Supplied entries START

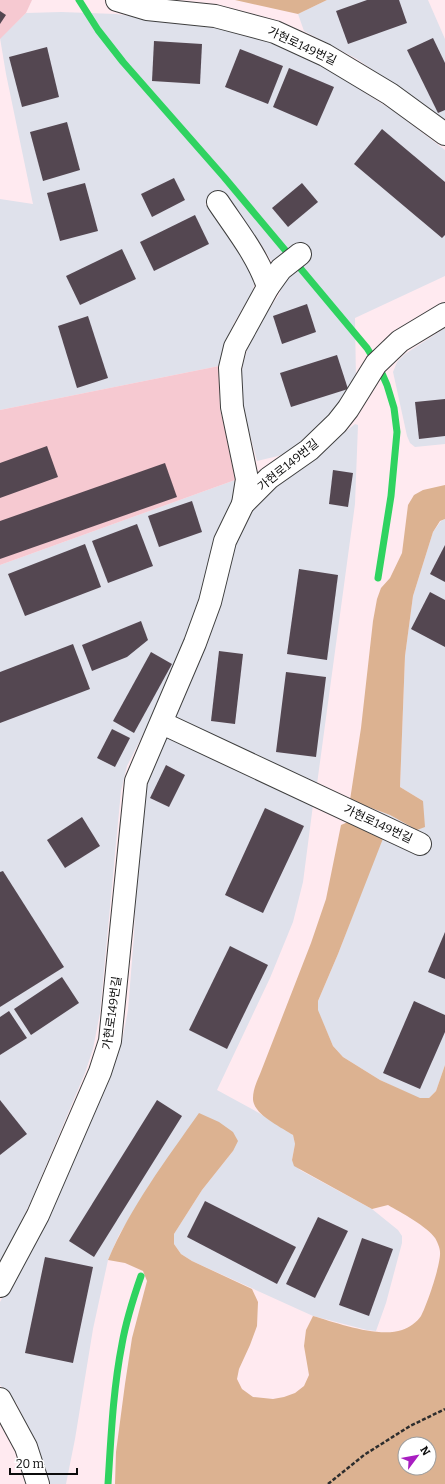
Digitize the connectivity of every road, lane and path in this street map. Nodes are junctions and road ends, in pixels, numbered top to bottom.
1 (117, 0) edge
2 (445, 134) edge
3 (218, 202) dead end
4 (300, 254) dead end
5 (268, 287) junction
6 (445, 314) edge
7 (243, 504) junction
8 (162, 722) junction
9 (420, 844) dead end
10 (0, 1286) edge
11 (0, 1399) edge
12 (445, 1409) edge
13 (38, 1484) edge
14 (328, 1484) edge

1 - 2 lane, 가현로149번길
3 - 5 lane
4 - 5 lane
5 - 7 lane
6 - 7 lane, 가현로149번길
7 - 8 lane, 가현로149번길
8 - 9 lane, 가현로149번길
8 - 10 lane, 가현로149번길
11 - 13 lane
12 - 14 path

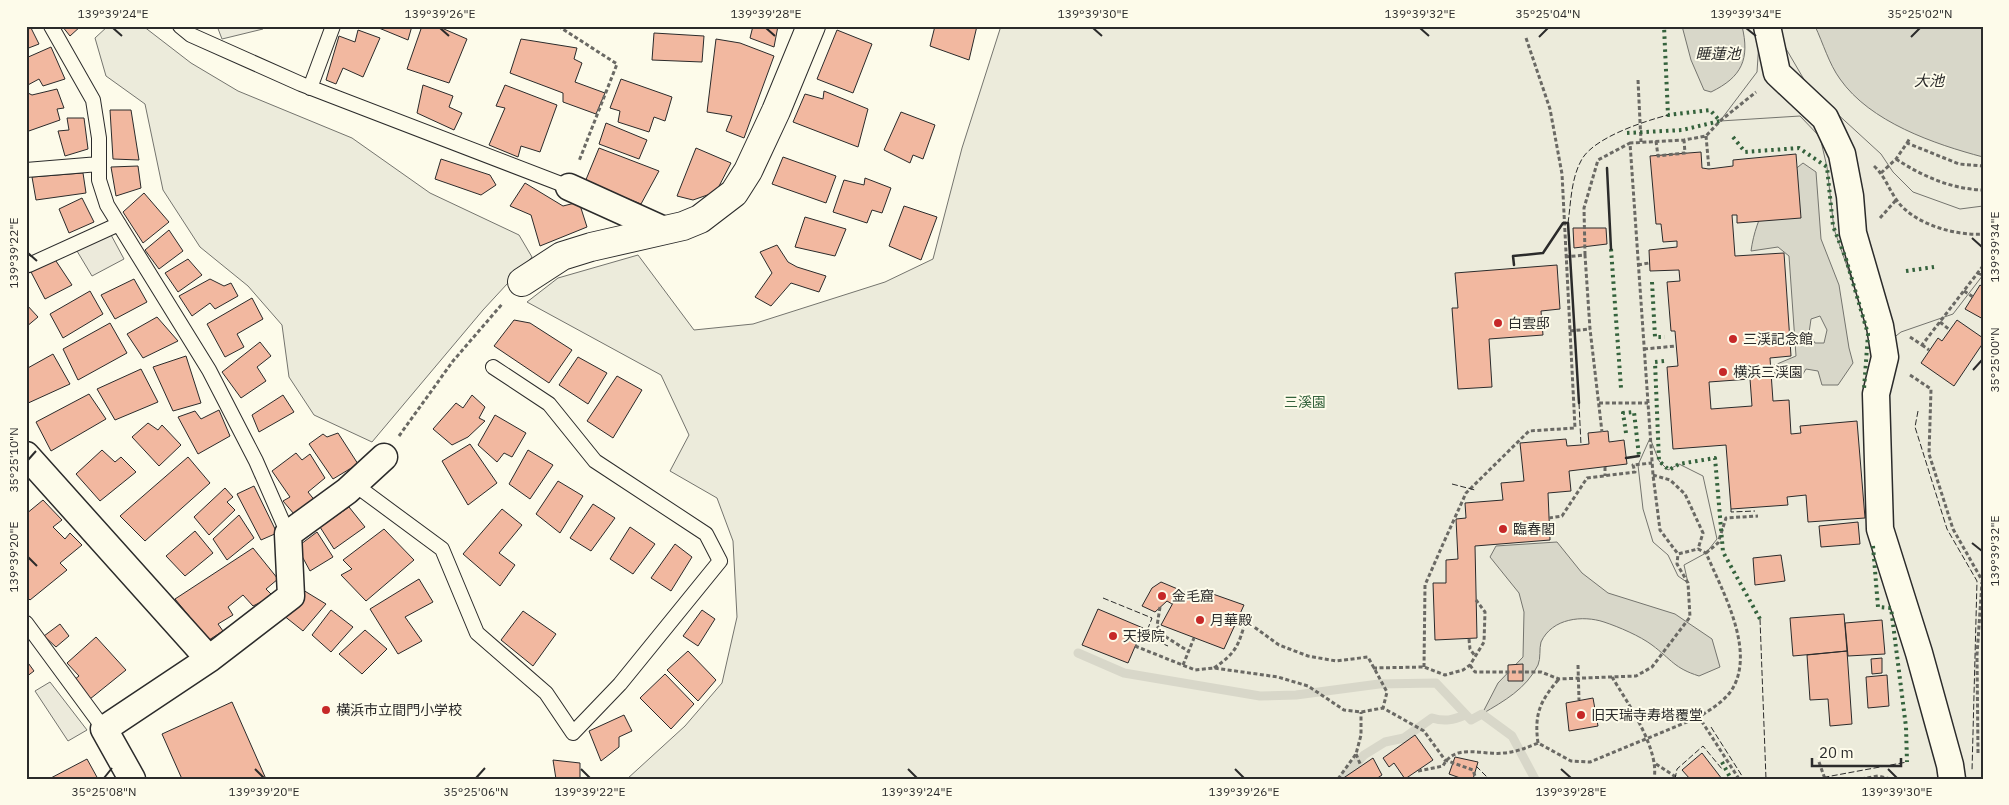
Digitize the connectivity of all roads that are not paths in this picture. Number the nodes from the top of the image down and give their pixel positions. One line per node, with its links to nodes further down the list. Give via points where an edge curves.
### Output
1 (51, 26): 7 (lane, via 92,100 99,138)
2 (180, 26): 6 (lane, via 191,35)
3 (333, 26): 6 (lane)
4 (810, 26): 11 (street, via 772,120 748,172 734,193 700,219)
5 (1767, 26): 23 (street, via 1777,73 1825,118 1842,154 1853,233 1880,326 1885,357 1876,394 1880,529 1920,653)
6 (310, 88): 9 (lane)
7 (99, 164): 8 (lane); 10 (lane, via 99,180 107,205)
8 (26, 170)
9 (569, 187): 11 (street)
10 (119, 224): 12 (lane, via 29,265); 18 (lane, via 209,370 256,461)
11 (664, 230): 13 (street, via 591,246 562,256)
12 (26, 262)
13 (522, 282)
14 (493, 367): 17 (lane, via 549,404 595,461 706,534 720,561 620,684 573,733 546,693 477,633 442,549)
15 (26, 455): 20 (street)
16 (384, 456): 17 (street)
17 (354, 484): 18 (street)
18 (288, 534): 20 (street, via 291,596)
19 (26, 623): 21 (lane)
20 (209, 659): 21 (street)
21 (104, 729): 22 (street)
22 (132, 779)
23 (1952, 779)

Supplied entries END

Problem statement
Starting at the line that contains "Digitize the connectivity of all", print every line through the last one of the records, exactly and with nothing else.

Your response
Digitize the connectivity of all roads that are not paths in this picture. Number the nodes from the top of the image down and give their pixel positions. One line per node, with its links to nodes further down the list. Give via points where an edge curves.
### Output
1 (51, 26): 7 (lane, via 92,100 99,138)
2 (180, 26): 6 (lane, via 191,35)
3 (333, 26): 6 (lane)
4 (810, 26): 11 (street, via 772,120 748,172 734,193 700,219)
5 (1767, 26): 23 (street, via 1777,73 1825,118 1842,154 1853,233 1880,326 1885,357 1876,394 1880,529 1920,653)
6 (310, 88): 9 (lane)
7 (99, 164): 8 (lane); 10 (lane, via 99,180 107,205)
8 (26, 170)
9 (569, 187): 11 (street)
10 (119, 224): 12 (lane, via 29,265); 18 (lane, via 209,370 256,461)
11 (664, 230): 13 (street, via 591,246 562,256)
12 (26, 262)
13 (522, 282)
14 (493, 367): 17 (lane, via 549,404 595,461 706,534 720,561 620,684 573,733 546,693 477,633 442,549)
15 (26, 455): 20 (street)
16 (384, 456): 17 (street)
17 (354, 484): 18 (street)
18 (288, 534): 20 (street, via 291,596)
19 (26, 623): 21 (lane)
20 (209, 659): 21 (street)
21 (104, 729): 22 (street)
22 (132, 779)
23 (1952, 779)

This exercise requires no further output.